See https://www.wolframalpha.com/input/?i=d%2Fdf+%28p+ln%28p%2F%28%28p%2Bf%29%2F2%29%29+%2B+f+ln%28f%2F%28%28p%2Bf%29%2F2%29%29%29%2F2 for proof of that one.

Therefore

$$\partial_{f(x_0)} JSD(f||p) + JSD(f||q) = \frac{1}{2}\ln\left(\frac{2f}{f+p}\right) + \frac{1}{2}\ln\left(\frac{2f}{f+q}\right) = 0$$

To again save you the headache of solving that by hand...

$$f(x) = \frac{1}{6}\left(\sqrt{p(x)^2+q(x)^2 + 14 p(x)q(x)} + p(x) + q(x)\right)$$

Now there's a problem with this derivation. Nowhere did I enforce $\underset{x}{\sum}f(x)=1$. So let's modify that derivation just a bit by defining $f(x) = \frac{f^\prime(x)}{\underset{x}{\sum}f^\prime(x)}$.

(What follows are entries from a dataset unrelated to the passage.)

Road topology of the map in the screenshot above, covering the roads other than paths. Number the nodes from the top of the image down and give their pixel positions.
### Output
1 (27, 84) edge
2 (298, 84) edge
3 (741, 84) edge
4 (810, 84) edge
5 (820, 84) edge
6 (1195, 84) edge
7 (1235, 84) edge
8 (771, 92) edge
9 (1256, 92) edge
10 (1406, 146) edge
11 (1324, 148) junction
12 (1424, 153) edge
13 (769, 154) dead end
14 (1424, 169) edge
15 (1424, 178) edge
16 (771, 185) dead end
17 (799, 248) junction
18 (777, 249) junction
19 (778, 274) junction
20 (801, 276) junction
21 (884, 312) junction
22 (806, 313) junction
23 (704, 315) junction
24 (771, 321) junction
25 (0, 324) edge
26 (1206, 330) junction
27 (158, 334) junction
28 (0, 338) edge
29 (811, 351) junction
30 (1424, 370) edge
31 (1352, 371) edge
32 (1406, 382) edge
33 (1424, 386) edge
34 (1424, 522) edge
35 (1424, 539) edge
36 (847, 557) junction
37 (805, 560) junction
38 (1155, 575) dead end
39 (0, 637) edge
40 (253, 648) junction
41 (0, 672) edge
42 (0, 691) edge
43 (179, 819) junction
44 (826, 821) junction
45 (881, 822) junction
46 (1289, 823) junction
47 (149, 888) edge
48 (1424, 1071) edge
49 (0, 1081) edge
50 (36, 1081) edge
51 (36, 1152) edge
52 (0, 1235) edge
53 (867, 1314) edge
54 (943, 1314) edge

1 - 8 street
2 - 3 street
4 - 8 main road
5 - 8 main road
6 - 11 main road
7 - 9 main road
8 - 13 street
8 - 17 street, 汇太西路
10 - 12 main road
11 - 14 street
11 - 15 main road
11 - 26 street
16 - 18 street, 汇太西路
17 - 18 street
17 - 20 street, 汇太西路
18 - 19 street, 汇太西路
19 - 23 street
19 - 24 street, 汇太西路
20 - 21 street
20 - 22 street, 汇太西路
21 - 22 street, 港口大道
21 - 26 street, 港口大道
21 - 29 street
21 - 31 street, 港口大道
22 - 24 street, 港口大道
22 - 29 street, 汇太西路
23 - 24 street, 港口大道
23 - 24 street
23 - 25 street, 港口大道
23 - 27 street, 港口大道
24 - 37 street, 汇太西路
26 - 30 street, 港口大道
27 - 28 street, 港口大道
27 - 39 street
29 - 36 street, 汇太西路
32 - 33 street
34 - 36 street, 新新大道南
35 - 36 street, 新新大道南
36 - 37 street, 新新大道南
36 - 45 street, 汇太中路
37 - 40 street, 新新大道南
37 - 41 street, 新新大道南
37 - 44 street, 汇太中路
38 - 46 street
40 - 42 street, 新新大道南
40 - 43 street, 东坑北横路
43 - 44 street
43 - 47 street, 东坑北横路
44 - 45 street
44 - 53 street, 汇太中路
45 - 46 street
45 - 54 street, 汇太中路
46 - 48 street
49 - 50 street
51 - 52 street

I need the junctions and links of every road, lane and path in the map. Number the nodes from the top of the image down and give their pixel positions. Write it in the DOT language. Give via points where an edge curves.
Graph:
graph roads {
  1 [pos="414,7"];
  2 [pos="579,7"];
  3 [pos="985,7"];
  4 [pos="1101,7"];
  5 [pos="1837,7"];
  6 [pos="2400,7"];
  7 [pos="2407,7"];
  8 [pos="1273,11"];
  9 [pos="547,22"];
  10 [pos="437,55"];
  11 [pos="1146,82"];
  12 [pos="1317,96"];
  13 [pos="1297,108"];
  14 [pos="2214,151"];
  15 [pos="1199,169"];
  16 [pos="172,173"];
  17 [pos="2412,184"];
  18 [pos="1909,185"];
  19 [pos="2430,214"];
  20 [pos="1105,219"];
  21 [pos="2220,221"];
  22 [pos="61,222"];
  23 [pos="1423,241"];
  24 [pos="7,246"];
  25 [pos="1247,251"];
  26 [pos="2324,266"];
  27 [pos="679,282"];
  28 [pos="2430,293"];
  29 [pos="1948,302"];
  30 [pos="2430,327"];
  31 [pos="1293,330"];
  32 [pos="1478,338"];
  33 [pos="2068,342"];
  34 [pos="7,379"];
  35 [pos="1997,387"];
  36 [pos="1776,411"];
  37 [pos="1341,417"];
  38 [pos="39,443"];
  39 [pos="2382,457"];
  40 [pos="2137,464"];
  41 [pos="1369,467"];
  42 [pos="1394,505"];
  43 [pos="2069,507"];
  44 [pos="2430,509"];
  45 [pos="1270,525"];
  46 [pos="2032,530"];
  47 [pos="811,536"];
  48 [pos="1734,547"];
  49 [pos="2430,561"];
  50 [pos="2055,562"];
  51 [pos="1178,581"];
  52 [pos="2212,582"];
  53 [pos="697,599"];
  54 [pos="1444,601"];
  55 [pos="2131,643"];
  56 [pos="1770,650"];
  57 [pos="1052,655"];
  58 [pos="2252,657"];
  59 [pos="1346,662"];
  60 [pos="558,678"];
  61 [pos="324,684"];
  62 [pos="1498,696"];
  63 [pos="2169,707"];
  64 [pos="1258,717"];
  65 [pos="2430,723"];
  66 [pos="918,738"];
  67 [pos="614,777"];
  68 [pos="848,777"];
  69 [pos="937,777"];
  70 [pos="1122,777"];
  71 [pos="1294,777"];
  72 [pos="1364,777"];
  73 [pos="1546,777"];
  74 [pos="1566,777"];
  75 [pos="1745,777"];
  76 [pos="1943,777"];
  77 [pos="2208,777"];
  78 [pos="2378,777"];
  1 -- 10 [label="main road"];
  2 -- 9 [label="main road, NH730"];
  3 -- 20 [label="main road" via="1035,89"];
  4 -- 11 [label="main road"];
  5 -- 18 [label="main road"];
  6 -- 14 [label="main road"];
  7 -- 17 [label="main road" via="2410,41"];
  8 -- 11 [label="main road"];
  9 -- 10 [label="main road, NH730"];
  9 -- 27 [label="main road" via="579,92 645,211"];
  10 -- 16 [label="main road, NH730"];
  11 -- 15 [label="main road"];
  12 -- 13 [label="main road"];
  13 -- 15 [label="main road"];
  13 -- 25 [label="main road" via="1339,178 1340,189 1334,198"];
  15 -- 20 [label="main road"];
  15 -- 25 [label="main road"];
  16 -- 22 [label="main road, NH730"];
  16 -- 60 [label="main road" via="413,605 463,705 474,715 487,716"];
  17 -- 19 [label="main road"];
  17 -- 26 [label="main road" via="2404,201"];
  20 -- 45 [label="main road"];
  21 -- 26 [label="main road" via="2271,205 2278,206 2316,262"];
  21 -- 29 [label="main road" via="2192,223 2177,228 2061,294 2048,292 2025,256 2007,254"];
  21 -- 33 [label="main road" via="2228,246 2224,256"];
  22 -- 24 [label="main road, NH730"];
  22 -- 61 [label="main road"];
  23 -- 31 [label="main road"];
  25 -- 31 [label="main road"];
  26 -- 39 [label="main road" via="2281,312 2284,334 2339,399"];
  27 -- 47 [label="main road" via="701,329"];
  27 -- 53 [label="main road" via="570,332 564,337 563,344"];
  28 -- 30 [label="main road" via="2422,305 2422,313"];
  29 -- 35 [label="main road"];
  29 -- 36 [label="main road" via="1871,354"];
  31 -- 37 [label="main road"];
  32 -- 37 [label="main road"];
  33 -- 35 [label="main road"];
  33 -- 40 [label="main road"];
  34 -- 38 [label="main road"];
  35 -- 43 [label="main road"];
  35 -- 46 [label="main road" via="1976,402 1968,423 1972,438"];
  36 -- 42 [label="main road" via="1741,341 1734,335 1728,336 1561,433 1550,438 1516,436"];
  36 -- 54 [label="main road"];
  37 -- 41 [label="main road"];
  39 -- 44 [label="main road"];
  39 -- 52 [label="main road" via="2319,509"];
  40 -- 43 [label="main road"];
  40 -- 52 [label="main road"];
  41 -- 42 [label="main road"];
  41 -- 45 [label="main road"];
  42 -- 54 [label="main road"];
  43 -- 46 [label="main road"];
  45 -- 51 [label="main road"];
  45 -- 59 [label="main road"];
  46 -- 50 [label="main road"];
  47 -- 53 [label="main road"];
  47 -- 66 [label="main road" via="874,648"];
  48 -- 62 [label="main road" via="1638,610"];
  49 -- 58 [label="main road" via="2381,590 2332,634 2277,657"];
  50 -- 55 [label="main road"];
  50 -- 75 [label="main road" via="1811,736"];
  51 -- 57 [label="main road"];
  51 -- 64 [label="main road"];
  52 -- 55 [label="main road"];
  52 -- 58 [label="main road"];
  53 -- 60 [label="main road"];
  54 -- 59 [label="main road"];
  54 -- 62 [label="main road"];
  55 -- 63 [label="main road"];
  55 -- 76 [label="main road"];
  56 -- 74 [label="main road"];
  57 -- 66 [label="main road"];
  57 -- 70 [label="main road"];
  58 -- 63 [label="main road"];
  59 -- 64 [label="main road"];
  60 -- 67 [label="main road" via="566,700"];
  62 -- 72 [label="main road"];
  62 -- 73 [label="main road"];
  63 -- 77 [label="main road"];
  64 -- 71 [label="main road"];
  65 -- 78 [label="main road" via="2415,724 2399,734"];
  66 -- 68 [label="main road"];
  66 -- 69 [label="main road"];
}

$$\partial_{f^\prime(x)} JSD(f||p) + JSD(f||q) = \frac{\partial f(x)}{\partial f^\prime(x)}\partial_{f(x)} JSD(f||p) + JSD(f||q)=0$$

Note the constant factor of $\frac{\partial f(x)}{\partial f^\prime(x)}$ can just be divided out. Hence we arrive at the same conclusion, this time for $f^\prime(x)$.

$$f^\prime(x) = \frac{1}{6}\left(\sqrt{p(x)^2+q(x)^2 + 14 p(x)q(x)} + p(x) + q(x)\right)$$

We can compute our true $f(x)$ by normalizing the above expression to sum to 1 (following the definition of $f(x) = \frac{f^\prime(x)}{\underset{x}{\sum}f^\prime(x)}$).

I really wish that was something pretty, but it seems there's not anything particularly interpretable about the solution to that minimization problem.